Monday, September 2nd, 2019: Black Range, Hikes, Hillsboro, Nature, Southwest New Mexico, Wildfire.

Wild Raspberries

In the third week of recovering from my latest foot problem, I was in a real quandary picking a big weekend hike. For a gradual recovery, I felt I still needed to avoid steep grades and keep the cumulative elevation gain under 2,000 feet. But last weekend’s hike had been almost 8 miles, so I figured I could do 10 or more this weekend.

But the logical choice, an area close to town, had been taken over by mountain bikers for a big annual race. And the areas over on the west side of the federal wilderness were just too steep.

One hike I’d considered in the past was to follow the crest trail of the Black Range north to one of the range’s highest peaks – about a five mile one-way with 2,000′ elevation gain. But I knew there was a fire lookout on top, and I assumed there was a forest road to the lookout. I believed this would be a popular trail, and I was leery of running into vehicles and some kind of a crowd up there.

In addition, we’d been having monsoon storms almost daily. That ridge had been mostly cleared of forest by the catastrophic wildfire in 2013, so I would be spending most of the day totally exposed. Without cloud cover it would be hot, but in a storm I’d run a real risk of being struck by lightning.

After deliberating a while, I decided to chance it. It was an hour drive from home, and maybe by the time I got there, the weather might be more predictable. There was another trail option in the same area if I had to give up the crest hike.

The highway hairpins its way to a pass above 8,000′, where there’s a scenic overlook and the crest trailhead. The sky was mostly clear when I arrived, with just a few little scattered cumulus clouds to the northwest. The temperature at that elevation was still in the 70s at 11am, but radiant heating in the thin air was pretty fierce, and I was sweating heavily within the first few hundred yards.

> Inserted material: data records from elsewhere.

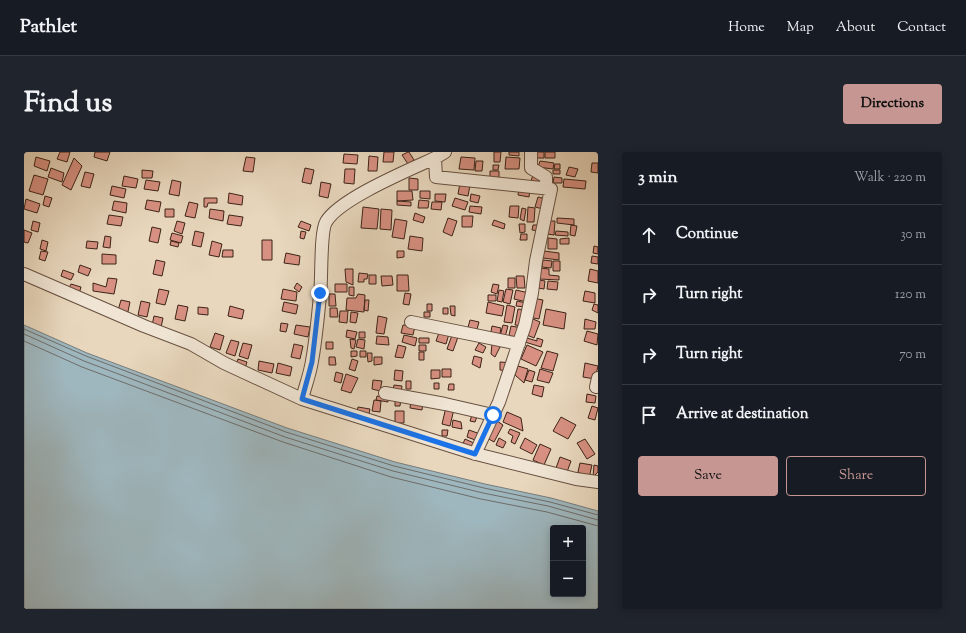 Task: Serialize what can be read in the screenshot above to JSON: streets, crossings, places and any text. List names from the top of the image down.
{
  "page": {
    "header": "Pathlet",
    "nav": [
      "Home",
      "Map",
      "About",
      "Contact"
    ],
    "title": "Find us",
    "buttons": [
      "Directions",
      ["Save", "Share"]
    ],
    "heading": ["3 min", "Walk · 220 m"],
    "list": [
      ["Continue", "30 m"],
      ["Turn right", "120 m"],
      ["Turn right", "70 m"],
      "Arrive at destination"
    ],
    "map_buttons": ["+", "−"]
  }
} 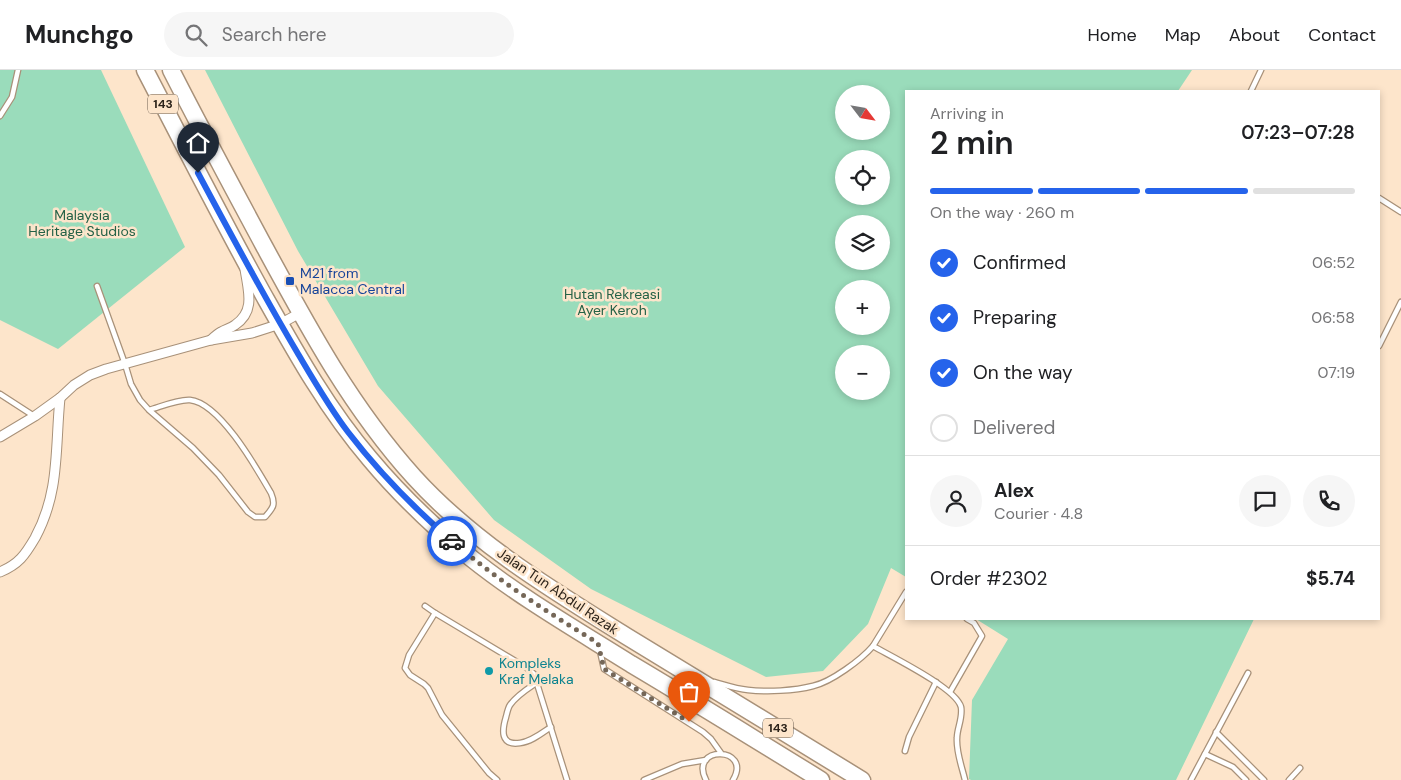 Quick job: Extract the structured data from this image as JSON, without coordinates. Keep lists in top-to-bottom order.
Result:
{
  "streets": {
    "highway": ["143", "Jalan Tun Abdul Razak"]
  },
  "parks": ["Malaysia Heritage Studios", "Hutan Rekreasi Ayer Keroh"],
  "places": {
    "transit": ["M21 from Malacca Central"],
    "other": ["Kompleks Kraf Melaka"]
  },
  "north": "bottom right",
  "page": {
    "header": "Munchgo",
    "search": "Search here",
    "nav": [
      "Home",
      "Map",
      "About",
      "Contact"
    ],
    "map_buttons": ["+", "−"],
    "heading": ["2 min", "Arriving in", "07:23–07:28"],
    "panel": [
      "Alex",
      "Courier · 4.8",
      "Order #2302",
      "$5.74"
    ],
    "bar": "On the way · 260 m",
    "list": [
      ["Confirmed", "06:52"],
      ["Preparing", "06:58"],
      ["On the way", "07:19"],
      "Delivered"
    ]
  }
}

I ran into a pair of mountain bikers coming out, half a mile up the trail. Great – was this a harbinger of the traffic ahead?

I’d walked the first mile of this trail last year, so I knew it traversed the heart of the burn area. The slopes to north and south had been scorched to moonscape in large swaths, and although gambel oak and other scrub was filling in, there were clear views to east and west from this north-south trending ridge. And the views went on forever, into a haze more than a hundred miles away.

After a snowy winter, a hot spring, and weeks of monsoon rains, the wildflowers were spectacular. Birds were busy everywhere, some of them unknown to me. Whereas wild raspberries in the canyons had already mostly fallen or been eaten, there was a huge crop ripening up here, and by the end of the hike I’d eaten nearly a pint.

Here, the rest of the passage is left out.